[TASK PROMPT]
Every line below is to be set down again exactly; any image stays out.

EXTRACTED MATERIAL: Begin

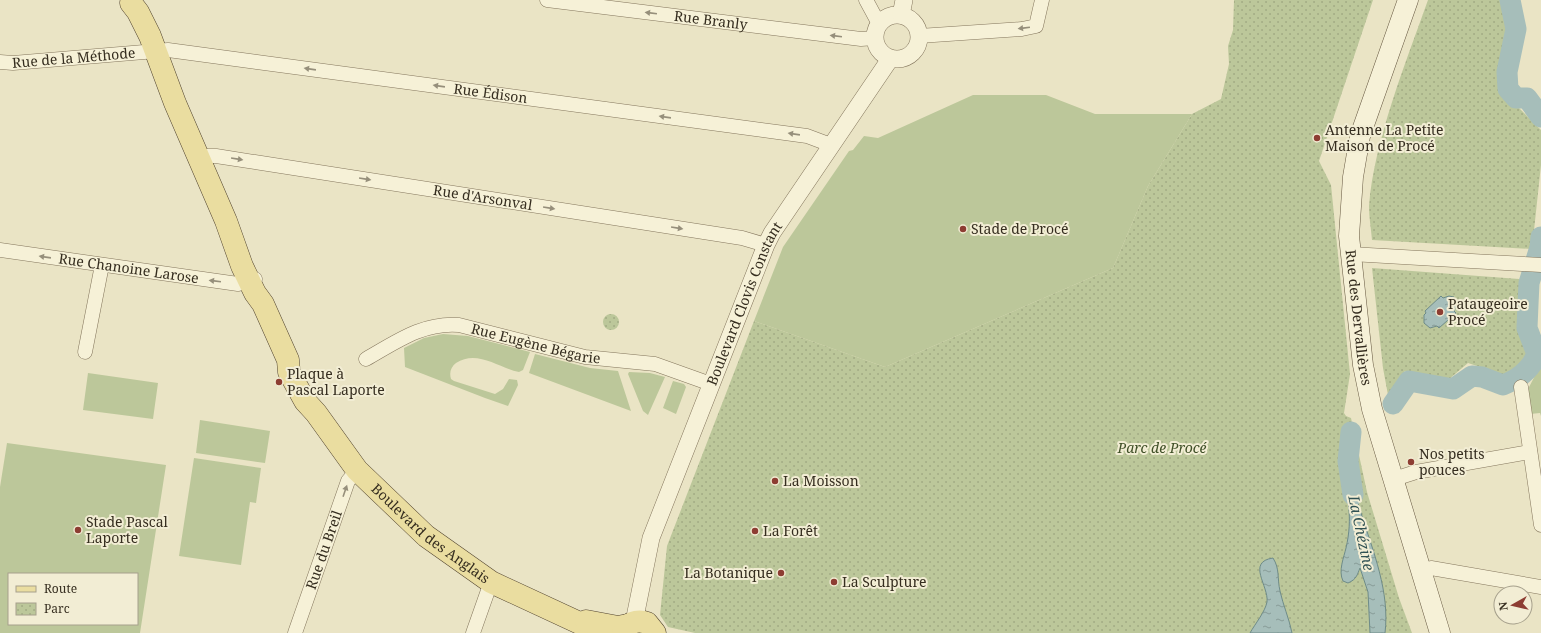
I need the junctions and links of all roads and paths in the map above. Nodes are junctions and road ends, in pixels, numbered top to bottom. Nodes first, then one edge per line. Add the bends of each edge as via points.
1 (547, 0) edge
2 (866, 0) edge
3 (1042, 0) edge
4 (1408, 0) edge
5 (130, 1) edge
6 (605, 4) edge
7 (902, 8) edge
8 (877, 31) junction
9 (919, 36) junction
10 (152, 51) junction
11 (890, 59) junction
12 (0, 62) edge
13 (831, 145) junction
14 (198, 156) junction
15 (766, 245) junction
16 (0, 250) edge
17 (1351, 254) junction
18 (1535, 264) edge
19 (102, 265) junction
20 (253, 280) junction
21 (85, 352) dead end
22 (366, 359) dead end
23 (711, 384) junction
24 (1521, 387) dead end
25 (1530, 452) junction
26 (357, 470) junction
27 (1394, 479) junction
28 (1541, 525) edge
29 (1422, 572) junction
30 (491, 582) junction
31 (1541, 586) edge
32 (573, 619) junction
33 (643, 629) edge
34 (295, 633) edge
35 (473, 633) edge
36 (601, 633) edge
37 (1440, 633) edge

1 - 6 street, Rue Branly
2 - 8 street
3 -> 9 street via 1036,26
4 - 17 main road, Rue des Dervallières via 1360,136 1349,217
5 - 10 main road, Boulevard des Anglais via 138,12
8 -> 6 street, Rue Branly via 862,39
7 - 8 street via 887,17
7 - 9 street via 915,24
8 - 11 street via 881,53
9 - 11 street via 918,45 912,54 902,59
10 - 12 street, Rue de la Méthode
13 -> 10 street, Rue Édison via 807,136 176,51
10 - 14 main road, Boulevard des Anglais
11 - 13 street, Boulevard Clovis Constant
13 - 15 street, Boulevard Clovis Constant via 772,232
14 -> 15 street, Rue d'Arsonval via 216,156 734,237
14 - 20 main road, Boulevard des Anglais
15 - 23 street, Boulevard Clovis Constant
19 -> 16 street, Rue Chanoine Larose
17 - 18 street
17 - 27 main road, Rue des Dervallières via 1363,366 1372,409
20 -> 19 street, Rue Chanoine Larose via 238,284
19 - 21 street
20 - 26 main road, Boulevard des Anglais via 255,294 263,304 298,389
22 - 23 street, Rue Eugène Bégarie via 416,331 452,324 585,357 655,364
23 - 33 street, Boulevard Clovis Constant via 651,538 645,572
24 - 25 street
25 - 27 street via 1416,472
25 - 28 street
26 - 30 main road, Boulevard des Anglais via 426,536
34 -> 26 street, Rue du Breil via 348,481
27 - 29 main road, Rue des Dervallières
29 - 31 street via 1431,568
29 - 37 main road, Rue des Dervallières
30 - 32 main road, Boulevard des Anglais
30 - 35 street
32 - 33 main road, Boulevard des Anglais
32 - 36 main road, Boulevard des Anglais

EXTRACTED MATERIAL: End

[EXPECTED OUTPUT]
I need the junctions and links of all roads and paths in the map above. Nodes are junctions and road ends, in pixels, numbered top to bottom. Nodes first, then one edge per line. Add the bends of each edge as via points.
1 (547, 0) edge
2 (866, 0) edge
3 (1042, 0) edge
4 (1408, 0) edge
5 (130, 1) edge
6 (605, 4) edge
7 (902, 8) edge
8 (877, 31) junction
9 (919, 36) junction
10 (152, 51) junction
11 (890, 59) junction
12 (0, 62) edge
13 (831, 145) junction
14 (198, 156) junction
15 (766, 245) junction
16 (0, 250) edge
17 (1351, 254) junction
18 (1535, 264) edge
19 (102, 265) junction
20 (253, 280) junction
21 (85, 352) dead end
22 (366, 359) dead end
23 (711, 384) junction
24 (1521, 387) dead end
25 (1530, 452) junction
26 (357, 470) junction
27 (1394, 479) junction
28 (1541, 525) edge
29 (1422, 572) junction
30 (491, 582) junction
31 (1541, 586) edge
32 (573, 619) junction
33 (643, 629) edge
34 (295, 633) edge
35 (473, 633) edge
36 (601, 633) edge
37 (1440, 633) edge

1 - 6 street, Rue Branly
2 - 8 street
3 -> 9 street via 1036,26
4 - 17 main road, Rue des Dervallières via 1360,136 1349,217
5 - 10 main road, Boulevard des Anglais via 138,12
8 -> 6 street, Rue Branly via 862,39
7 - 8 street via 887,17
7 - 9 street via 915,24
8 - 11 street via 881,53
9 - 11 street via 918,45 912,54 902,59
10 - 12 street, Rue de la Méthode
13 -> 10 street, Rue Édison via 807,136 176,51
10 - 14 main road, Boulevard des Anglais
11 - 13 street, Boulevard Clovis Constant
13 - 15 street, Boulevard Clovis Constant via 772,232
14 -> 15 street, Rue d'Arsonval via 216,156 734,237
14 - 20 main road, Boulevard des Anglais
15 - 23 street, Boulevard Clovis Constant
19 -> 16 street, Rue Chanoine Larose
17 - 18 street
17 - 27 main road, Rue des Dervallières via 1363,366 1372,409
20 -> 19 street, Rue Chanoine Larose via 238,284
19 - 21 street
20 - 26 main road, Boulevard des Anglais via 255,294 263,304 298,389
22 - 23 street, Rue Eugène Bégarie via 416,331 452,324 585,357 655,364
23 - 33 street, Boulevard Clovis Constant via 651,538 645,572
24 - 25 street
25 - 27 street via 1416,472
25 - 28 street
26 - 30 main road, Boulevard des Anglais via 426,536
34 -> 26 street, Rue du Breil via 348,481
27 - 29 main road, Rue des Dervallières
29 - 31 street via 1431,568
29 - 37 main road, Rue des Dervallières
30 - 32 main road, Boulevard des Anglais
30 - 35 street
32 - 33 main road, Boulevard des Anglais
32 - 36 main road, Boulevard des Anglais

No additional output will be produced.